Türkiye’de 2013 yılı içerisinde açılacak 28, 2014’de ise tamamlanması beklenen 13 AVM bulunduğunu da vurgulayan Baluken, “Ve bu AVM' ler, 2 milyon 872 bin 725 metrekare kiralanabilir bir alan kaplamaktadır. Bu rakam dahi durumun vahametini ortaya koymaktadır.
Bugün bu AVM’ lerde, üretim olmadan bu kadar yüksek oranlarda yapılan tüketimin ekonomiye verdiği ve uzun vadede vereceği zarar da politika tercihlerinde dikkate alması zorunlu hususlardır.
Taksim meydanında Gezi Parkı’nın yıkılması ve yerine AVM yapılmak istenmesine karşı demokratik tepkilerini ortaya koyan milyonlarca yurttaşın talebi, her alanda demokratik bir siyasetin hakim olmasıdır. Ancak hükümetin bu tür demokratik ve meşru protestoları dahi büyük bir devlet şiddetiyle bastırmaya kalkışması Türkiye’de bu tür sorun alanlarını daha da derinleştirmektedir” dedi.

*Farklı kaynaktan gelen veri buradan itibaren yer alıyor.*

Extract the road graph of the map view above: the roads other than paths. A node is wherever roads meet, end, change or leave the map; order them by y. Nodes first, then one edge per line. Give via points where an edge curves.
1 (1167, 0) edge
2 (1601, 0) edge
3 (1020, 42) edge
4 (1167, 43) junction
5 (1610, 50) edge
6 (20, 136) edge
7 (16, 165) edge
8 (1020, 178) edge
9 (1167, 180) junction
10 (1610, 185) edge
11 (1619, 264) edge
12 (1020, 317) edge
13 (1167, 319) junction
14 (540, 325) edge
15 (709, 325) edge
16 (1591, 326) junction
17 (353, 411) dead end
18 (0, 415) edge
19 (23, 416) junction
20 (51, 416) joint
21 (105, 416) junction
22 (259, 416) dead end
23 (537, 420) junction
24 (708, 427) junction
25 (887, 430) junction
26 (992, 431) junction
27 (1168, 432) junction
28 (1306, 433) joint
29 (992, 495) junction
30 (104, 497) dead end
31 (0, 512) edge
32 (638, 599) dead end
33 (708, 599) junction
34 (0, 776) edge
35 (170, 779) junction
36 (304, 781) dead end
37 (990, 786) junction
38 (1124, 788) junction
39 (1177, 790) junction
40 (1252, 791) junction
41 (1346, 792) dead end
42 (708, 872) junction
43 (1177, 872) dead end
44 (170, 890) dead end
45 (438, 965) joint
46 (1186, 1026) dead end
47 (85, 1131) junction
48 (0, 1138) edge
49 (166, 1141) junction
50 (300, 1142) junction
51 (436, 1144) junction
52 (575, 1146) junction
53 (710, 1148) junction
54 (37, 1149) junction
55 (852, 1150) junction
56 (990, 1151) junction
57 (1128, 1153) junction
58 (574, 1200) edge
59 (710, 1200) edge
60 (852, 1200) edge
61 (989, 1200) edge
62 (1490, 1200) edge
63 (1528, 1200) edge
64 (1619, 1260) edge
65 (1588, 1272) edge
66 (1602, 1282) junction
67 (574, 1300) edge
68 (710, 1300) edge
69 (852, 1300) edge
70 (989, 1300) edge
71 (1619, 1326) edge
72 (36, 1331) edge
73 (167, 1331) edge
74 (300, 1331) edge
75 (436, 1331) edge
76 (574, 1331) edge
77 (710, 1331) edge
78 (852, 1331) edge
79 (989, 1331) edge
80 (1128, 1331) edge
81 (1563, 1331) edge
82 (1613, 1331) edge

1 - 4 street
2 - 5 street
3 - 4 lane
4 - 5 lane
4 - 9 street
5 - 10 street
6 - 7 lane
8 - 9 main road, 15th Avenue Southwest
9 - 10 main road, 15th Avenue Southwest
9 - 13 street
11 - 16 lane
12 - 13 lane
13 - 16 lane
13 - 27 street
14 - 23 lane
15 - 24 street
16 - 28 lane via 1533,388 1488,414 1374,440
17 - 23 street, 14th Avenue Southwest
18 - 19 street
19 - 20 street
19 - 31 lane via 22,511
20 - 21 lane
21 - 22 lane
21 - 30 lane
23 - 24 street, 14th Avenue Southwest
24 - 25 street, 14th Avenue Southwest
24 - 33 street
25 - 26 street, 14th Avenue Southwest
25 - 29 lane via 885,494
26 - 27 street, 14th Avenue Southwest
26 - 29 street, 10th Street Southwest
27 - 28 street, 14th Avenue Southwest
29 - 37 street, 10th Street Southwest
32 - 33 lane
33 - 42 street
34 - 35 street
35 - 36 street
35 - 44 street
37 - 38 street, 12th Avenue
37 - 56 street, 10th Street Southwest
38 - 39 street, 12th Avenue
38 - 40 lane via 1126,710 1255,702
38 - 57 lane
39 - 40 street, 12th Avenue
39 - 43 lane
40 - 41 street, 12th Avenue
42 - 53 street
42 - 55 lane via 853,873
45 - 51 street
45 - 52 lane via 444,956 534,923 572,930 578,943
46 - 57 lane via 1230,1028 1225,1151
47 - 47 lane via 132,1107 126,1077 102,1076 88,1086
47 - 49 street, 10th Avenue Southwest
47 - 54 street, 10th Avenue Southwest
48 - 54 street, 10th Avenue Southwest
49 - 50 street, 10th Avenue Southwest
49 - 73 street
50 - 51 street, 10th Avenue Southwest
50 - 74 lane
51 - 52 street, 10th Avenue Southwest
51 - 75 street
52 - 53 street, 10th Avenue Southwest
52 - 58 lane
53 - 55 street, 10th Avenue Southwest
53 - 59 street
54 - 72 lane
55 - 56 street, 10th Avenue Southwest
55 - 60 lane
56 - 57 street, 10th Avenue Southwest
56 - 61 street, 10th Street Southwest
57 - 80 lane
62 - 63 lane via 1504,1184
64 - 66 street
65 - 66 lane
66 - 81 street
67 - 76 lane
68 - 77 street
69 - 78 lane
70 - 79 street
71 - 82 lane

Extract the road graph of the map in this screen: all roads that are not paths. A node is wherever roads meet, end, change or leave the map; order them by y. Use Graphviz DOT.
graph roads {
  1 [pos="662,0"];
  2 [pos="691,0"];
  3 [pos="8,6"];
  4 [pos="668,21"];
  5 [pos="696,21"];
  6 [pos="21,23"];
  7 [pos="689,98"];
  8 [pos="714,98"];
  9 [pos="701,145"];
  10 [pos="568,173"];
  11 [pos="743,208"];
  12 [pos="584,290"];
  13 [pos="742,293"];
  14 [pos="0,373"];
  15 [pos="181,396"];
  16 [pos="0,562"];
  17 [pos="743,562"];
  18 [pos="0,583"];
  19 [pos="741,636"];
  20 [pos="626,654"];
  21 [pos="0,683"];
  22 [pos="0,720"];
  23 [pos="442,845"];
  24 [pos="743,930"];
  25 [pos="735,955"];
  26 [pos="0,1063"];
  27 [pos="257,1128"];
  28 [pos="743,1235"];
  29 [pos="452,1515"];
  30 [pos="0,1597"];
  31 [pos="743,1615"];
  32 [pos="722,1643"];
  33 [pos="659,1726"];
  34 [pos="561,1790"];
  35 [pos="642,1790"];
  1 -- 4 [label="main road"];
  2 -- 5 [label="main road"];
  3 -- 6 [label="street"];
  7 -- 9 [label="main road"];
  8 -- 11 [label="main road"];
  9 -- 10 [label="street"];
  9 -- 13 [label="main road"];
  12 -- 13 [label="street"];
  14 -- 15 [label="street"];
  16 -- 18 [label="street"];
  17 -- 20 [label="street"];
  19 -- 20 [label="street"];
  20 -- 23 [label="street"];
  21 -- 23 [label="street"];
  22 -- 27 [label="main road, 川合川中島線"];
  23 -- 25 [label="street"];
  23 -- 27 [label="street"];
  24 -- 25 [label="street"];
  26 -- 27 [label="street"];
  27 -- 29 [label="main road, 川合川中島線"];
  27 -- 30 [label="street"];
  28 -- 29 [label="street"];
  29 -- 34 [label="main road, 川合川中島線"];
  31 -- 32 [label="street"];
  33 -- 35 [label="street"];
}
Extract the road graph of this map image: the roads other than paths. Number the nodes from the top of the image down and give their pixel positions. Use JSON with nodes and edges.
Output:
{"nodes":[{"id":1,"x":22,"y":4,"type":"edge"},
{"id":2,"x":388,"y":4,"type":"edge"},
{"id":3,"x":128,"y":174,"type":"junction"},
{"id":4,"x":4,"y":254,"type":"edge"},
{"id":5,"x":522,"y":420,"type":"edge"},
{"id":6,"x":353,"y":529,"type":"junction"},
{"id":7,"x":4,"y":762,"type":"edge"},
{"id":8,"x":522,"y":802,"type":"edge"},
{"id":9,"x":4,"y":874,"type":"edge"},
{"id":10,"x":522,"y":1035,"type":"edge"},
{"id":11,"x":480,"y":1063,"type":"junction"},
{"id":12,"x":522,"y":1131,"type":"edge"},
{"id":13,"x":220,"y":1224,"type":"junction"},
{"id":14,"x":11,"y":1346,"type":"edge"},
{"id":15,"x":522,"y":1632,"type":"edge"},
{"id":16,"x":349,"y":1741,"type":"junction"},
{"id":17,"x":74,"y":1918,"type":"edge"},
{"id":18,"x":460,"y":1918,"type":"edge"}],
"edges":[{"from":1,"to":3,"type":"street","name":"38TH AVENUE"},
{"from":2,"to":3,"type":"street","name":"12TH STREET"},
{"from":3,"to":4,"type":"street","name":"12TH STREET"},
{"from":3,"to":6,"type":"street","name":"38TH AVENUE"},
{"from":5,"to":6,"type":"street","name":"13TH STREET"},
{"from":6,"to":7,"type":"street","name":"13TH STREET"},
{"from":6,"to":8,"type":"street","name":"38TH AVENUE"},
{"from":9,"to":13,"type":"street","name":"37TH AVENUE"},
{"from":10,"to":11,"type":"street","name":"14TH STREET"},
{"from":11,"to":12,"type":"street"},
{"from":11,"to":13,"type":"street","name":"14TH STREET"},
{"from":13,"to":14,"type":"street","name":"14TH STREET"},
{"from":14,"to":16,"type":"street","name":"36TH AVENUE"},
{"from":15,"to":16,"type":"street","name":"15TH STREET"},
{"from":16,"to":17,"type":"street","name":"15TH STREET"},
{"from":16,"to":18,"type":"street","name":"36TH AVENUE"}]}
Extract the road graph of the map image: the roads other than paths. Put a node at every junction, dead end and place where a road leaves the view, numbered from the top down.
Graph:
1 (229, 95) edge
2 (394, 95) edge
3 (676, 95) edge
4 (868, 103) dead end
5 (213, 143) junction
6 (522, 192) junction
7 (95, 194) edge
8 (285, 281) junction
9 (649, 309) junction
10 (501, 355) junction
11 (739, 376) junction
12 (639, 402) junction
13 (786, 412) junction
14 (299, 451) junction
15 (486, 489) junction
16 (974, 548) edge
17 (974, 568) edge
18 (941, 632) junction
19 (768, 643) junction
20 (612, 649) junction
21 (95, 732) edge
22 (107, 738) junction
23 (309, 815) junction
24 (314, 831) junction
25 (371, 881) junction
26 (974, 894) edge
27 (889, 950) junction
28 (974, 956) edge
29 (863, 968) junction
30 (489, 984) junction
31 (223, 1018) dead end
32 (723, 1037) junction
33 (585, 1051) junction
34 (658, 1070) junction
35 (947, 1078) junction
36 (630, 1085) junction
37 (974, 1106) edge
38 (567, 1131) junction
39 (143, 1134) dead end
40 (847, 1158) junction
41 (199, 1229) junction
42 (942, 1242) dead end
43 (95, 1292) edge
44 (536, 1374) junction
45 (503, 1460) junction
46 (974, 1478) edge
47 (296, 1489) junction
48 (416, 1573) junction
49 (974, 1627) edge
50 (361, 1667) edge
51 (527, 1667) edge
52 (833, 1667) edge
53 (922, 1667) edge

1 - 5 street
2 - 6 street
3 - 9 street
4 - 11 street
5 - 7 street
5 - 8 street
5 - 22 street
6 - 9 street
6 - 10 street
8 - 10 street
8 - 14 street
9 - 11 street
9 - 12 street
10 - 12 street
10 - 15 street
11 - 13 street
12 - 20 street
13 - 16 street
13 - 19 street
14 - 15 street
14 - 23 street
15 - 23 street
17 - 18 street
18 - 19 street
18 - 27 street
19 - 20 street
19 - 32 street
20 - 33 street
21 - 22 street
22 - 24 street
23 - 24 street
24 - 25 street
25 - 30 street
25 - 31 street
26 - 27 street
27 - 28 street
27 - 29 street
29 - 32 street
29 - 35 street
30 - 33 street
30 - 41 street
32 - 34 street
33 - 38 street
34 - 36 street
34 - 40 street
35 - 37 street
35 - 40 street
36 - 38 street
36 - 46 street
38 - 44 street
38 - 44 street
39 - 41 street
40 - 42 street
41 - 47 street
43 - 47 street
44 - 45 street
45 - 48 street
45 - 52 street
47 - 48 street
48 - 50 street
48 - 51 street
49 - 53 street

Baluken, Türkiye’de başta eşit bir ekonomik bölüşüm ve temel demokratik standartların arttırılması, artık toplumda ertelenmesi asla kabul edilemeyecek talepler haline geldiğini de vurguladı. Her türlü yönetim alanında demokratik katılımcılığı esas alan, halkın bu karar alma süreçlerinde aktif katılımını teşvik eden bir siyasal aklın, Türkiye yönetim sistemine hakim olması gerektiğini de kaydetti. Aksi halde bugün toplumla karşı karşıya gelen, halkı yanına değil, karşısına alan yönetimlerin ayakta kalma şansının bulunmadığını da belirtti.